Karl August Rudolf Steinmetz was born in Breslau, Prussia (now Wroclaw, Poland), on April 9, 1865, the only son of Karl Heinrich Steinmetz, a government railway employee, and his first wife, Caroline Neubert. His early school performance was poor, but by the time he was ten he had made a turnaround and was one of the school’s brightest pupils. He later attended the University of Breslau, from which he earned his Ph.D. in 1888.

Steinmetz first became active in the Socialist movement in college. That involvement became potentially dangerous after Kaiser Wilhelm II assumed the throne, so Steinmetz fled to Zurich, Switzerland, where he took courses in electrical engineering and discovered his passion for the field.

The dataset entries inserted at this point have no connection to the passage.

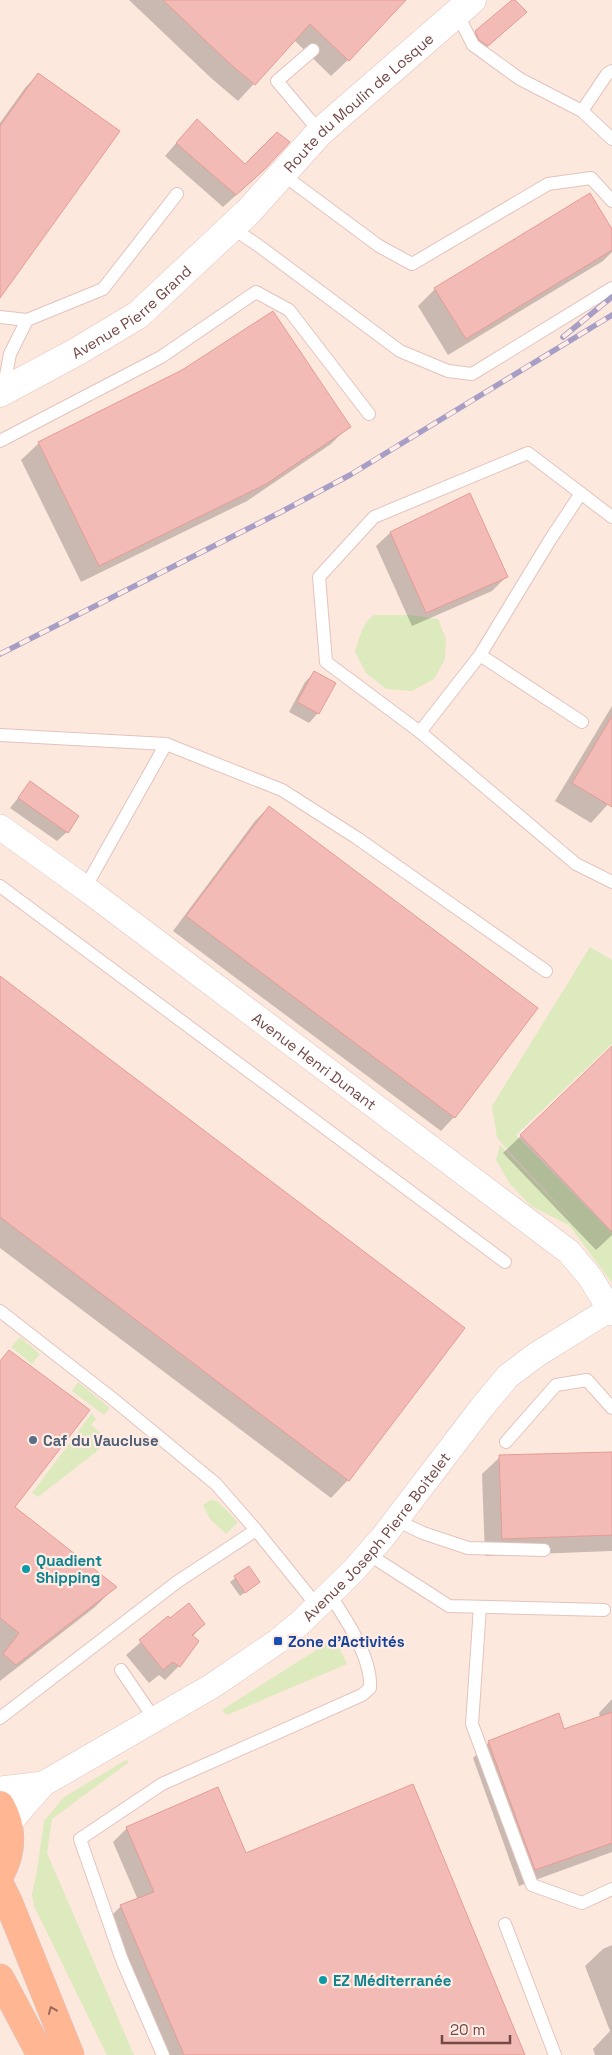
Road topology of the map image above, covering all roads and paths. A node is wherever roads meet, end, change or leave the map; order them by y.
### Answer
1 (465, 6) edge
2 (313, 50) dead end
3 (612, 72) edge
4 (582, 111) junction
5 (320, 132) junction
6 (612, 139) edge
7 (282, 174) junction
8 (177, 194) dead end
9 (612, 200) edge
10 (240, 219) junction
11 (612, 288) edge
12 (0, 317) edge
13 (27, 320) junction
14 (2, 392) edge
15 (369, 414) dead end
16 (0, 441) edge
17 (581, 493) junction
18 (612, 516) edge
19 (480, 655) junction
20 (582, 722) dead end
21 (420, 732) junction
22 (0, 735) edge
23 (166, 744) junction
24 (0, 827) edge
25 (612, 882) edge
26 (0, 886) edge
27 (85, 888) junction
28 (546, 971) dead end
29 (505, 1262) dead end
30 (0, 1311) edge
31 (611, 1311) edge
32 (612, 1408) edge
33 (506, 1442) dead end
34 (396, 1520) junction
35 (256, 1530) junction
36 (544, 1550) dead end
37 (368, 1554) junction
38 (324, 1601) junction
39 (480, 1607) junction
40 (604, 1610) dead end
41 (121, 1670) dead end
42 (0, 1718) edge
43 (155, 1720) junction
44 (43, 1784) junction
45 (0, 1789) edge
46 (4, 1814) edge
47 (0, 1875) edge
48 (0, 1885) edge
49 (612, 1889) edge
50 (505, 1924) dead end
51 (0, 1978) edge
52 (41, 2055) edge
53 (70, 2055) edge
54 (163, 2055) edge
55 (555, 2055) edge

1 - 4 lane
1 - 5 street, Route du Moulin de Losque
2 - 5 lane
3 - 4 lane
4 - 6 lane
5 - 7 street, Route du Moulin de Losque
7 - 9 lane
7 - 10 street, Route du Moulin de Losque
8 - 13 lane
10 - 11 lane
10 - 14 street, Avenue Pierre Grand
12 - 13 lane
13 - 14 lane
15 - 16 lane
17 - 18 lane
17 - 19 lane
17 - 21 lane
19 - 20 lane
19 - 21 lane
21 - 25 lane
22 - 23 lane
23 - 27 lane
23 - 28 lane
24 - 27 street, Avenue Henri Dunant
26 - 29 lane
27 - 31 street, Avenue Henri Dunant
30 - 35 lane
31 - 34 street, Avenue Joseph Pierre Boitelet
32 - 33 lane
34 - 36 lane
34 - 37 street, Avenue Joseph Pierre Boitelet
35 - 38 lane
35 - 42 lane
37 - 38 street, Avenue Joseph Pierre Boitelet
37 - 39 lane
38 - 43 street, Avenue Joseph Pierre Boitelet
38 - 54 lane
39 - 40 lane
39 - 49 lane
41 - 43 lane
43 - 44 street, Avenue Joseph Pierre Boitelet
44 - 45 street, Avenue Joseph Pierre Boitelet
44 - 46 street, Avenue Joseph Pierre Boitelet
46 - 47 main road
53 -> 48 main road
50 - 55 lane
51 - 52 main road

From Zurich he emigrated to the United States. Arriving at Ellis Island on June 1, 1889, Steinmetz was initially refused entry into the country due to being physically deformed (he only stood about four feet tall and had a pronounced humpback), but an American friend he was traveling with convinced the immigration official that Steinmetz was a rich mathematician and he was granted immigrant status. It was at this time that Steinmetz Americanized his name to Charles Proteus, taking the middle name because it was the nickname his professors in Germany had affectionately bestowed upon him in recognition of the shape-shifting sea god. In Greek mythology, Proteus was a cave-dwelling prophetic old man who always returned to his human form, that of a hunchback, and Steinmetz thoroughly enjoyed the comparison.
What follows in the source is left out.